14 de agosto de 2011

Nubosidad variable

“Ayer no la había visto en todo el día. Me desperté muy temprano y cogí un coche de línea que lleva a Cádiz. Estuve deambulando por la Caleta, por el barrio de la Viña y por distintas calles y plazas que me traían el recuerdo idealizado de Manolo. Me quedé un rato apoyada en el mirador de Santa Elena, viendo los trenes desde arriba, todo ese laberinto de vías que se cruzan, con la bahía al fondo. Tiene una hermosura desolada, de postal antigua. «Es un sitio adonde vengo desde pequeño siempre que tengo ganas de llorar», me confesó Manolo en el último paseo que dimos juntos aquel verano, poco antes de que saliera mi tren. No habíamos hablado mucho. Él había quedado en que me iría a visitar a Madrid, pero yo sabía que ya todo iba a ser distinto, que se estaba consumiendo un verano irrepetible. «Márchate –le dije ya en la estación, adonde habíamos llegado con mucho tiempo-. No me gustan las despedidas. No sabe uno qué decir.» No dijo nada. Acababa de ayudarme a poner los bultos en la red de mi compartimiento de Wagon-lit, y estábamos sentados allí, en el borde del sofá, como dos tontos.
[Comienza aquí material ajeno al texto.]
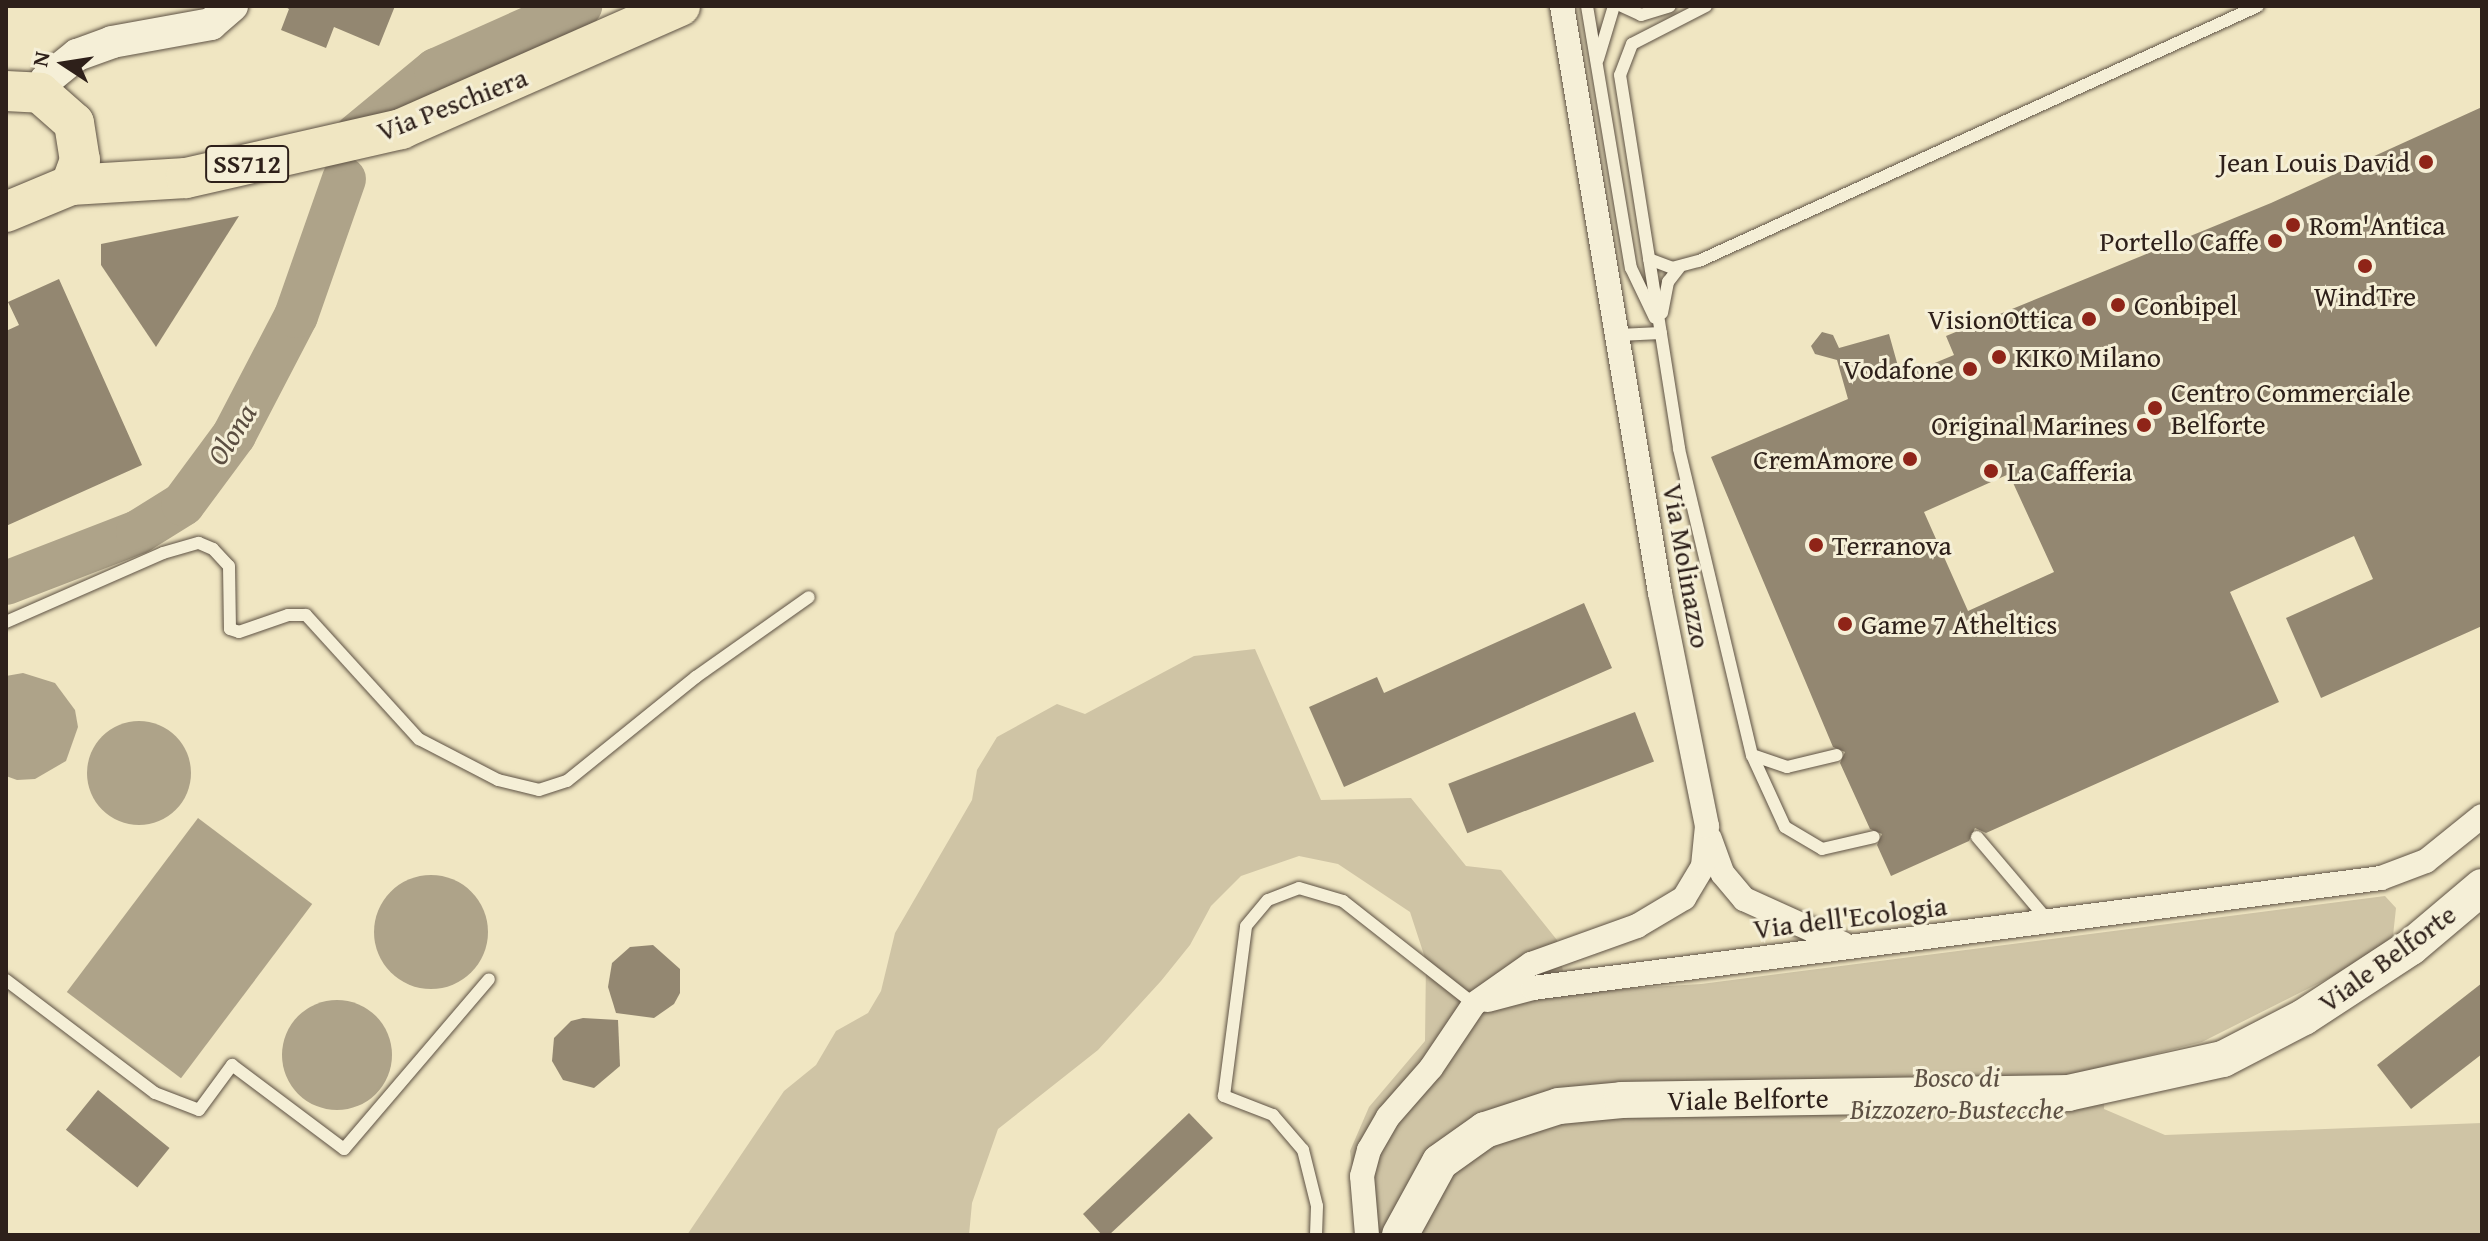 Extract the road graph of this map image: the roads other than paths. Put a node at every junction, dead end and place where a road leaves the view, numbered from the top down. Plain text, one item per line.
1 (232, 6) edge
2 (680, 6) edge
3 (1562, 6) edge
4 (1587, 6) edge
5 (1614, 6) edge
6 (1622, 6) edge
7 (1670, 6) edge
8 (1706, 6) edge
9 (2258, 6) edge
10 (2244, 10) edge
11 (1599, 78) junction
12 (23, 92) edge
13 (71, 185) junction
14 (6, 212) edge
15 (1649, 259) junction
16 (1679, 268) junction
17 (1660, 329) junction
18 (1618, 335) junction
19 (809, 597) dead end
20 (6, 622) edge
21 (1752, 755) junction
22 (1837, 755) dead end
23 (2482, 816) edge
24 (1707, 826) junction
25 (1874, 837) dead end
26 (1977, 837) dead end
27 (2482, 887) edge
28 (2051, 924) junction
29 (1849, 946) junction
30 (489, 979) dead end
31 (6, 980) edge
32 (1474, 1004) junction
33 (1316, 1235) edge
34 (1367, 1235) edge
35 (1400, 1235) edge

1 - 12 street
2 - 13 main road, Via Peschiera / SS712
3 - 18 street, Via Molinazzo
4 - 11 lane
5 - 11 lane
6 - 7 lane
8 - 15 lane
9 - 10 lane
10 - 16 lane
11 - 17 lane
12 - 13 main road
13 - 14 main road, Via Peschiera / SS712
15 - 16 lane
15 - 17 lane
16 - 17 lane
17 - 18 lane
17 - 21 lane
18 - 24 street, Via Molinazzo
19 - 20 lane
21 - 22 lane
21 - 25 lane
23 - 28 street, Via dell'Ecologia
24 - 29 street
24 - 32 street, Via Molinazzo
26 - 28 lane
27 - 35 main road, Viale Belforte
28 - 29 street, Via dell'Ecologia
29 - 32 street, Via dell'Ecologia
30 - 31 lane
32 - 33 lane
32 - 34 street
Todavía recuerdo el beso que me dio antes de levantarse y salir corriendo, como alma que lleva el diablo. Un beso de fuego líquido, de los que dejan cicatriz. Poco después, cuando el tren emprendió la marcha, iba yo asomada a una de las ventanillas del descansillo, y reconocí, a la luz del ocaso, el murallón donde viene pintado con letras enormes el nombre de la ciudad. Coronándolo, está el mirador de Santa Elena. Alcé los ojos con una súbita corazonada. Había allí un hombre agitando un pañuelo.”